Z Wikiźródeł, wolnej biblioteki
Ta strona została przepisana.
Otwarły się przed nimi niebiosa.

Na wiosnę, gdy budowano dom misyonarski, zaczęło nagle tajać i rzeka Dalelf wezbrała mocno. Dziwna rzecz, ile to wody przyniosła ta wiosna. Lało się z nieba, lało się strumieniami z gór, wytryskało z ziemi, i w każdem zagłębieniu, w każdym rowie i w każdej skibie było pełno wody.

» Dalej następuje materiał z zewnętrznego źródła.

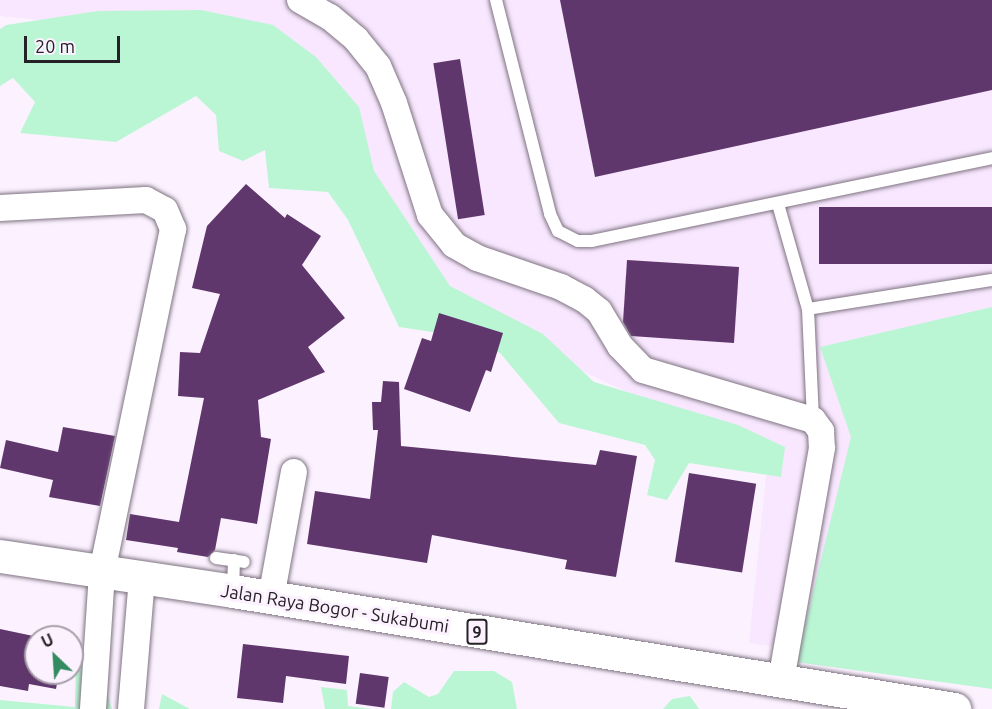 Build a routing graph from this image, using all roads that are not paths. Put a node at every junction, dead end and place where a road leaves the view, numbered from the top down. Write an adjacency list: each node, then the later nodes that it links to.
1 (300, 0): 8 (street)
2 (496, 0): 4 (lane)
3 (992, 158): 4 (lane)
4 (778, 204): 7 (lane)
5 (0, 208): 13 (street)
6 (992, 280): 7 (lane)
7 (808, 309): 8 (lane)
8 (813, 420): 16 (street)
9 (294, 472): 15 (street)
10 (0, 556): 13 (highway, Jalan Raya Bogor - Sukabumi / 9)
11 (216, 558): 12 (lane)
12 (237, 571): 14 (highway, Jalan Raya Bogor - Sukabumi / 9); 15 (highway, Jalan Raya Bogor - Sukabumi / 9)
13 (102, 573): 14 (highway, Jalan Raya Bogor - Sukabumi / 9); 17 (street)
14 (142, 579): 18 (street)
15 (271, 598): 16 (highway, Jalan Raya Bogor - Sukabumi / 9)
16 (781, 681): 19 (highway, Jalan Raya Bogor - Sukabumi / 9)
17 (94, 704)
18 (131, 705)
19 (954, 709) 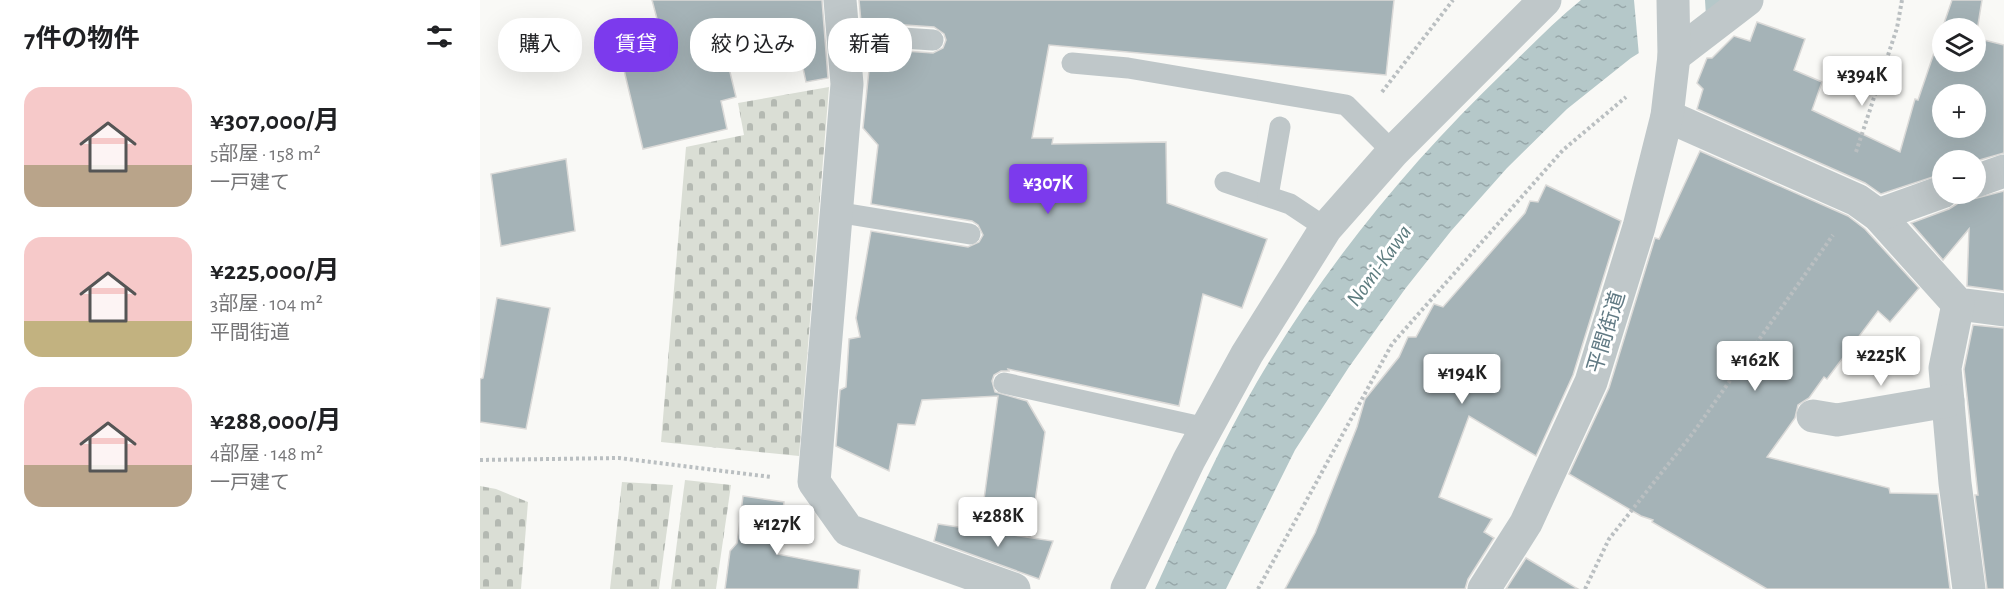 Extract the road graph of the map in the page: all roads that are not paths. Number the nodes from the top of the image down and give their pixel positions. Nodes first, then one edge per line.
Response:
1 (840, 0) edge
2 (1545, 0) edge
3 (1673, 0) edge
4 (1747, 0) edge
5 (842, 18) edge
6 (912, 39) edge
7 (933, 40) dead end
8 (1673, 51) junction
9 (1072, 63) dead end
10 (846, 72) edge
11 (1667, 116) junction
12 (1280, 127) dead end
13 (1393, 152) junction
14 (2004, 171) edge
15 (1986, 177) edge
16 (1226, 182) dead end
17 (1932, 193) edge
18 (1268, 196) junction
19 (1859, 202) junction
20 (836, 212) junction
21 (1326, 228) junction
22 (970, 234) dead end
23 (1958, 304) junction
24 (2004, 310) edge
25 (1004, 383) dead end
26 (1948, 402) junction
27 (1814, 416) dead end
28 (1206, 428) junction
29 (1014, 589) edge
30 (1128, 589) edge
31 (1485, 589) edge
32 (1969, 589) edge

1 - 5 street
2 - 13 street
3 - 8 street, 平間街道
4 - 8 street
6 - 7 lane
8 - 11 street, 平間街道
9 - 13 lane
10 - 20 street
11 - 19 street
11 - 31 street, 平間街道
12 - 18 lane
13 - 21 street
14 - 15 street
16 - 18 lane
17 - 19 street
18 - 21 lane
19 - 23 street
20 - 22 lane
20 - 29 street
21 - 28 street
23 - 24 street
23 - 26 street
25 - 28 lane
26 - 27 street
26 - 32 street
28 - 30 street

A wszystka woda szukała ujścia w rzece, która rosła wciąż, rosła i szumiała coraz burzliwiej. Nie była to rzeka ciemna, przeźroczysta i spokojna jak zazwyczaj, lecz żółto-szara od tej ziemistej wody, która do niej wpływała, i gdy tak szumiała, pełna belek i lodowych brył, wyglądała dziwnie groźnie i strasznie.
Z początku dorośli ludzie nie troszczyli się wiele o te wody wiosenne; dzieci tylko spieszyły na wybrzeże, skoro tylko miały wolną godzinę, patrzały na rozszalały strumień i wszystko co on z sobą niósł.
W krotce były tam już nie tylko belki i bryły lodu; były tam inne rzeczy! Nadpłynęły mostki i budki kąpielowe, a za chwilę czółna i kawałki zniszczonych tratw.